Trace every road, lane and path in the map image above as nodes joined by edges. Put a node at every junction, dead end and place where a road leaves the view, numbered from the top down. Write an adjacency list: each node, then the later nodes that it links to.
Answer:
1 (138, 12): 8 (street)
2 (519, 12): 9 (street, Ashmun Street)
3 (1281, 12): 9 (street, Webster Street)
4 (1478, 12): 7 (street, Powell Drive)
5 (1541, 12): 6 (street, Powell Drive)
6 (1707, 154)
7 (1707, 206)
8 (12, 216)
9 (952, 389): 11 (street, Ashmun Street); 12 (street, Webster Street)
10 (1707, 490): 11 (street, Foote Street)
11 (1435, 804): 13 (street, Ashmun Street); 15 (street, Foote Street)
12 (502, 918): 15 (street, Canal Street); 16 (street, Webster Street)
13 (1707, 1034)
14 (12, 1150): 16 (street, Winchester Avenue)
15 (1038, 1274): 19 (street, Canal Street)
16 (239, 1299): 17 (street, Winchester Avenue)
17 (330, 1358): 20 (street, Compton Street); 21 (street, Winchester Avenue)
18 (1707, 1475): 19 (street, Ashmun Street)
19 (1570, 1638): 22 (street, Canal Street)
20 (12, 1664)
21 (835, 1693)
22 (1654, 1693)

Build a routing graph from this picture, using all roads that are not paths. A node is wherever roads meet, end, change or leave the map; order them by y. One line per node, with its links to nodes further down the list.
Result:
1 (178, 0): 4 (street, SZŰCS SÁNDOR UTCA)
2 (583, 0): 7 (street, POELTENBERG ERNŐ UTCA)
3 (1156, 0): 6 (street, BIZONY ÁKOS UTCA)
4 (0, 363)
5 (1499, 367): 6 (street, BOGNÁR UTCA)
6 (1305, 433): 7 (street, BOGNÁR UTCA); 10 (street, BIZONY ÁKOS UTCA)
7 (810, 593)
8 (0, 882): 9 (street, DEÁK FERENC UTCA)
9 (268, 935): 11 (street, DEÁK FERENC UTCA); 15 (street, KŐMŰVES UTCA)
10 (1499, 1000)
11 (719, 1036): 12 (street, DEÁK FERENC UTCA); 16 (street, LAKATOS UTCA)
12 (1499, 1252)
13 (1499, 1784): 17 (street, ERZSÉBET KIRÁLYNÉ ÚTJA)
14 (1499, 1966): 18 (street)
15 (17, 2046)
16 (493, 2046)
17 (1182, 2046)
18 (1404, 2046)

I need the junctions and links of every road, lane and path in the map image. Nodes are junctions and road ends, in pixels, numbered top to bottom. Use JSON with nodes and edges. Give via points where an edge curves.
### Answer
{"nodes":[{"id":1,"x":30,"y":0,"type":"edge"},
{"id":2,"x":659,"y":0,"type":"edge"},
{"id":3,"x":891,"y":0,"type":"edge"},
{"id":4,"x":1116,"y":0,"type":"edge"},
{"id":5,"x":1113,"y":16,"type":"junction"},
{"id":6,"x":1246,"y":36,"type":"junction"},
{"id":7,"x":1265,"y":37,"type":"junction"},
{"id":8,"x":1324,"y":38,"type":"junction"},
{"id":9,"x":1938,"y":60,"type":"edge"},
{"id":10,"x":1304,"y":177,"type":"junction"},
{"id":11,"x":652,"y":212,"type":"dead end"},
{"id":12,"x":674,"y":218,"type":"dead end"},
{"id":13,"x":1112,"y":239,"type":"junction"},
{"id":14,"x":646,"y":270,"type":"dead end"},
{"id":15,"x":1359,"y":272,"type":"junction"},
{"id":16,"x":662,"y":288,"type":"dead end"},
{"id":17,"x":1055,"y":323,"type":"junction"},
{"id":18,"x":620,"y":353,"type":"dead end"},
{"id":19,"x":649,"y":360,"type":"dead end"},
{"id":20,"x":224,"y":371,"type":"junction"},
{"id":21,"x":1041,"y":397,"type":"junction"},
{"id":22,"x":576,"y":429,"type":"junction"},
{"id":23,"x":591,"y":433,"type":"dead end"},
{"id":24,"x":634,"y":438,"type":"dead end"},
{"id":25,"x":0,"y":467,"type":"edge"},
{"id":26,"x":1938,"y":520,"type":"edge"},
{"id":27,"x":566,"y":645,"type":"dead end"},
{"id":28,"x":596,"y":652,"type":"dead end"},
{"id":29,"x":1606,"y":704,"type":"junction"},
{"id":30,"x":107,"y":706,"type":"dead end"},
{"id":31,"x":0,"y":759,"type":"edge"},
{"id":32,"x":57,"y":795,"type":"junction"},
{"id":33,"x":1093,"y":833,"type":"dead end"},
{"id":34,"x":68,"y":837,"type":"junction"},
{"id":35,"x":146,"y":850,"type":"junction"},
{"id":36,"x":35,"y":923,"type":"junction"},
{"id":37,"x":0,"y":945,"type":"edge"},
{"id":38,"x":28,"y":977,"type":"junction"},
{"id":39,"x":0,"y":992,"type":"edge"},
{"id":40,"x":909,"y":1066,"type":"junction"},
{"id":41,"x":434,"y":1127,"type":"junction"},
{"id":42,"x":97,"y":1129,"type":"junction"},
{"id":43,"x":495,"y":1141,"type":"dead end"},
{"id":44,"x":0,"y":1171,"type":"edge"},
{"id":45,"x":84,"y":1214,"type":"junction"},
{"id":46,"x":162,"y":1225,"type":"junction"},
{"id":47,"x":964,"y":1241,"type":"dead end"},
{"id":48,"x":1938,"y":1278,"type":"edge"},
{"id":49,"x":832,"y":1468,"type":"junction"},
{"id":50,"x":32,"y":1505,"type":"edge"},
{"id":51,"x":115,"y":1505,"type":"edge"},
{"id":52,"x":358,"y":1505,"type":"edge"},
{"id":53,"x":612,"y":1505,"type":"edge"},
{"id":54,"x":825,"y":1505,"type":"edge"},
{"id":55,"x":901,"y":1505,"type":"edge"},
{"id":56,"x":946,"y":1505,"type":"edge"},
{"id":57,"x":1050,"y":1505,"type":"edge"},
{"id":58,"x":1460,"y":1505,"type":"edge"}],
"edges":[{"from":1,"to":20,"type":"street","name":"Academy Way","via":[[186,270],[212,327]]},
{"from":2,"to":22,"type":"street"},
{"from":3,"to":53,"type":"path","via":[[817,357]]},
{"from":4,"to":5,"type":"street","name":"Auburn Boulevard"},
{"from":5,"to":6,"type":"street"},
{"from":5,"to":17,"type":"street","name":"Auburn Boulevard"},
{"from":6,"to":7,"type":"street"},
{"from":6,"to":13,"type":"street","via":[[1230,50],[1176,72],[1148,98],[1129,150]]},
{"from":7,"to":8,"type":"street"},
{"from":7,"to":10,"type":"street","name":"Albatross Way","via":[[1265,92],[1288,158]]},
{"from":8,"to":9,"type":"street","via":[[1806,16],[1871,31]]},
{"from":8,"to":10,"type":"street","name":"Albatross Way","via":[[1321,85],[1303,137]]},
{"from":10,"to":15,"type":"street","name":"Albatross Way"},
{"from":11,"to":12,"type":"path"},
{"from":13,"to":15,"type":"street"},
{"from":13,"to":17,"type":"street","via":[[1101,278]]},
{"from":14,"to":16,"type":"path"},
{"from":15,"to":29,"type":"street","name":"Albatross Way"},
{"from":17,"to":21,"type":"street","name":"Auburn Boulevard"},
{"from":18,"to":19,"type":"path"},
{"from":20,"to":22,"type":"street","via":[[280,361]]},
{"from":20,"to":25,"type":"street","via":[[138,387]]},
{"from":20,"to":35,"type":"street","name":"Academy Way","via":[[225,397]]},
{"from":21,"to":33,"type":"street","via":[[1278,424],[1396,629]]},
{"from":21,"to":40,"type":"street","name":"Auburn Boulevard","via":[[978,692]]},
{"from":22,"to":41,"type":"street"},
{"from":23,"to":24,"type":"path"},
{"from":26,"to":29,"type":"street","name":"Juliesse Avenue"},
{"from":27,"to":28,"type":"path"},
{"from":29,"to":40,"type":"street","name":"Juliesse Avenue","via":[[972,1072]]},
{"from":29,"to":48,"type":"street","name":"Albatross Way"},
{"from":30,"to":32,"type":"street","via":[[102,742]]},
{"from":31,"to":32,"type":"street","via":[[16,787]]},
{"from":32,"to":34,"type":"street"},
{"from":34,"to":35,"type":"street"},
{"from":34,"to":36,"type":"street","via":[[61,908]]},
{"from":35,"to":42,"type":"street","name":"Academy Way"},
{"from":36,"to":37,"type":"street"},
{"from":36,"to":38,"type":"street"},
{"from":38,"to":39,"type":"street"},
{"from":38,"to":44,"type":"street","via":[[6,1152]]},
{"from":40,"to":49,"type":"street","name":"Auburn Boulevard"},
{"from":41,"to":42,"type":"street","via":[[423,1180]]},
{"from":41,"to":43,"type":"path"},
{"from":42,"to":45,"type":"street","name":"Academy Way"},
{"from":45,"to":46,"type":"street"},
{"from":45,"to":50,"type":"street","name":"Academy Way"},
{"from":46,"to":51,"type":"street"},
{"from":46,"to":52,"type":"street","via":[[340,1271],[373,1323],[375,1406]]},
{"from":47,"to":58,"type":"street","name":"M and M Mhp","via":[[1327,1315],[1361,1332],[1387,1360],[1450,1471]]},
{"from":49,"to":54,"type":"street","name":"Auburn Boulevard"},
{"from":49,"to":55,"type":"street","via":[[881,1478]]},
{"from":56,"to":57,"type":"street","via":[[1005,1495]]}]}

= = = = = = =

▸ **Task to complete**
Reproduce each line of the records in which the string "Drive" appears.

▸ **Answer**
4 (1478, 12): 7 (street, Powell Drive)
5 (1541, 12): 6 (street, Powell Drive)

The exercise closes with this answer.